One thing I don’t understand is that the vulnerability has a QoD about 75, but in nasl I have seen
cfi:
or the manager not having build up its internal metadata database at the first scan which caused a fallback to a QoD of 75 %.
The previously used openvasmd --rebuild probably has corrected this.
I have done the rebuild, but the Vulnerability’s QoD is still 75%
An explanation for this was given previously as well:
cfi:
This means vulnerabilities of such VTs are not showing up by default in your reports. To show them you need to update your filter to show results for VTs having a QoD < 70 %.
I created a Task with min QoD=29% but the vulnerability still not appear in the report.
Now I have created a Task with QoD=10%, I’ll post the result after it finish.
Anyway, after the rebuild, nothing has changed for now.
But if the vulnearability still remain with a 75% QoD, should be it present in the report?
I have read the document u sent (thank you, they are very useful), but I still don’t understand why vulnerability are not visible in the report.
Should I miss something?
Hi.
the task with QoD=10% is finished and the vulnerability is not visible in the report
Here the screenshot about my task:
My new question is:
In the task report, I have the vulnerability “PHP Multiple Vulnerabilities - Dec19 (Linux)” with a QoD=75% but in NVT the same vulnerability has QoD=30%
It may be possible that the report details view applies a different min qod filter.

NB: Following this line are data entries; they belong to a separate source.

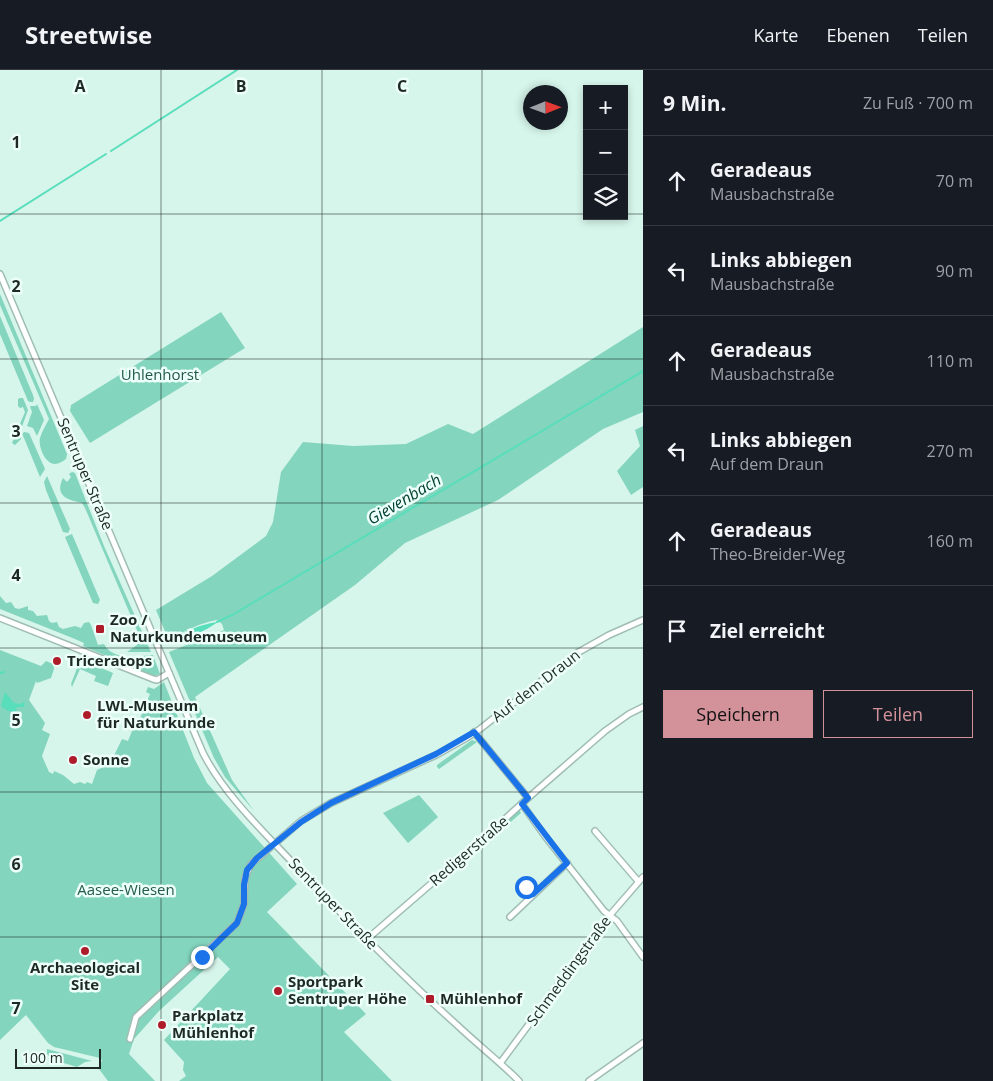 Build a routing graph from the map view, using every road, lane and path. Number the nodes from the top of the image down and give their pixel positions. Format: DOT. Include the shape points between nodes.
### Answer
graph roads {
  1 [pos="0,274"];
  2 [pos="0,618"];
  3 [pos="643,620"];
  4 [pos="169,673"];
  5 [pos="643,706"];
  6 [pos="474,732"];
  7 [pos="528,798"];
  8 [pos="522,804"];
  9 [pos="595,831"];
  10 [pos="274,843"];
  11 [pos="567,863"];
  12 [pos="643,877"];
  13 [pos="638,882"];
  14 [pos="526,887"];
  15 [pos="533,894"];
  16 [pos="610,916"];
  17 [pos="510,917"];
  18 [pos="366,940"];
  19 [pos="643,957"];
  20 [pos="130,1039"];
  21 [pos="643,1043"];
  22 [pos="501,1062"];
  23 [pos="519,1081"];
  24 [pos="589,1081"];
  1 -- 4 [label="street, Sentruper Straße"];
  2 -- 4 [label="street" via="153,680"];
  3 -- 6 [label="street, Auf dem Draun" via="577,653"];
  4 -- 10 [label="street, Sentruper Straße" via="212,771"];
  5 -- 7 [label="street, Redigerstraße" via="605,731"];
  6 -- 7 [label="street"];
  6 -- 10 [label="street, Auf dem Draun" via="436,754 331,803"];
  7 -- 8 [label="street, Redigerstraße"];
  8 -- 11 [label="street"];
  8 -- 18 [label="street, Redigerstraße"];
  9 -- 13 [label="street"];
  10 -- 18 [label="street, Sentruper Straße"];
  10 -- 20 [label="street, Auf dem Draun" via="247,870 244,904 237,923 136,1018"];
  11 -- 15 [label="street"];
  11 -- 16 [label="street"];
  12 -- 13 [label="street, Schmeddingstraße"];
  13 -- 16 [label="street, Schmeddingstraße"];
  14 -- 15 [label="street"];
  15 -- 17 [label="street"];
  16 -- 19 [label="street"];
  16 -- 22 [label="street, Schmeddingstraße"];
  18 -- 22 [label="street, Sentruper Straße" via="457,1026"];
  21 -- 24 [label="street"];
  22 -- 23 [label="street, Sentruper Straße"];
}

You should try to add min_qod>=30 or similar to the powerfilter at your report details page.
Hi bricks and thank you for the answer,
I modified the report QoD to 28% and now the vulnerability appears.
But this cause a lot of questions
Why in the previous report it showed the vulnerability? (I didn’t modified nothing)
As you can see in the screenshot, the “PHP Multiple Vulnerabilities - Dec19 (Linux)” has a 75% QoD, instead the other 30%. Is this an error?
the other vulnerability that has QoD=75% is “PHP ‘CVE-2018-19935’ - ‘imap_mail’ Denial of Service Vulnerability (Linux)”: this is the other vulnerability that has the same visibility problem
as @cfi already wrote. That means the min qod seems to be preserved for a report and isn’t updated afterwards. Because each report should never update its data surprisingly this behavior is intended.
The behavior may seem surprising but have you any idea to solve this?
I tried openvasmd --rebuild as suggested but, surprisingly, it doesn’t resolve the problem…
It may be possible that the scanner still uses the old data. There should be some command line switch to update its data too. Can’t remember the exact command currently.
Hi bricks,
sorry for the misunderstanding: these are NEW scans.
It may be possible that the scanner still uses the old data. There should be some command line switch to update its data too. Can’t remember the exact command currently.